DATASET EXTRACT
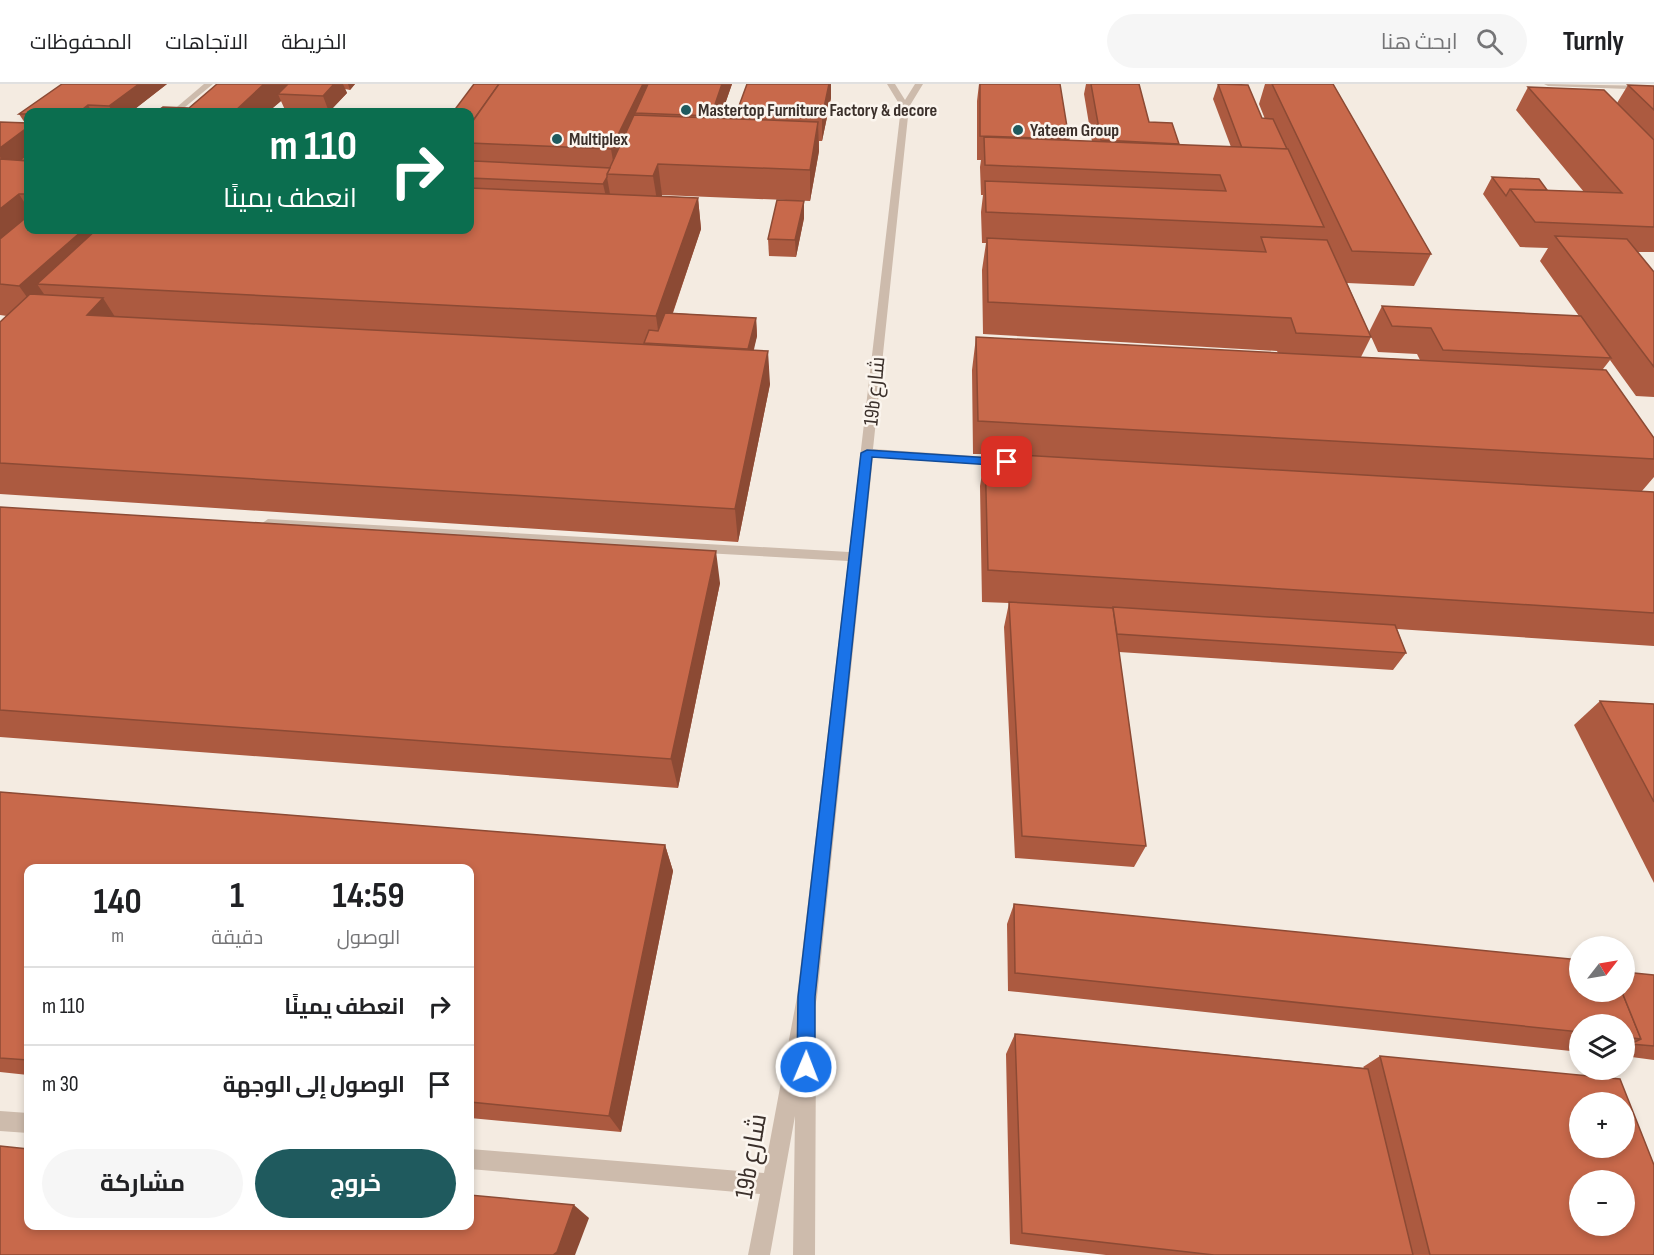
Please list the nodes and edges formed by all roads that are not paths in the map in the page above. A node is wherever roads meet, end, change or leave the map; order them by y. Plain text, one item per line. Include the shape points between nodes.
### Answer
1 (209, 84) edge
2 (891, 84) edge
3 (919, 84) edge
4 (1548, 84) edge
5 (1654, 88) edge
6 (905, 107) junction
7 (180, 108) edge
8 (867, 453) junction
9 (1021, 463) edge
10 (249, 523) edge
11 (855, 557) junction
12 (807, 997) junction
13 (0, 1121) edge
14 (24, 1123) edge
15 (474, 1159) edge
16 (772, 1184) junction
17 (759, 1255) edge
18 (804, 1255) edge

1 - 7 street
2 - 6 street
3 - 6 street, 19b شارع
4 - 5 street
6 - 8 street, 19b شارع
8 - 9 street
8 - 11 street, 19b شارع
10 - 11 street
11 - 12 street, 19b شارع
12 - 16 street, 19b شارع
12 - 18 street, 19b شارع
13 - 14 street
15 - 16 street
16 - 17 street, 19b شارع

TASK INSTRUCTIONS
Return every record exactly. Pictures stay out.

RESPONSE AREA
Please list the nodes and edges formed by all roads that are not paths in the map in the page above. A node is wherever roads meet, end, change or leave the map; order them by y. Plain text, one item per line. Include the shape points between nodes.
### Answer
1 (209, 84) edge
2 (891, 84) edge
3 (919, 84) edge
4 (1548, 84) edge
5 (1654, 88) edge
6 (905, 107) junction
7 (180, 108) edge
8 (867, 453) junction
9 (1021, 463) edge
10 (249, 523) edge
11 (855, 557) junction
12 (807, 997) junction
13 (0, 1121) edge
14 (24, 1123) edge
15 (474, 1159) edge
16 (772, 1184) junction
17 (759, 1255) edge
18 (804, 1255) edge

1 - 7 street
2 - 6 street
3 - 6 street, 19b شارع
4 - 5 street
6 - 8 street, 19b شارع
8 - 9 street
8 - 11 street, 19b شارع
10 - 11 street
11 - 12 street, 19b شارع
12 - 16 street, 19b شارع
12 - 18 street, 19b شارع
13 - 14 street
15 - 16 street
16 - 17 street, 19b شارع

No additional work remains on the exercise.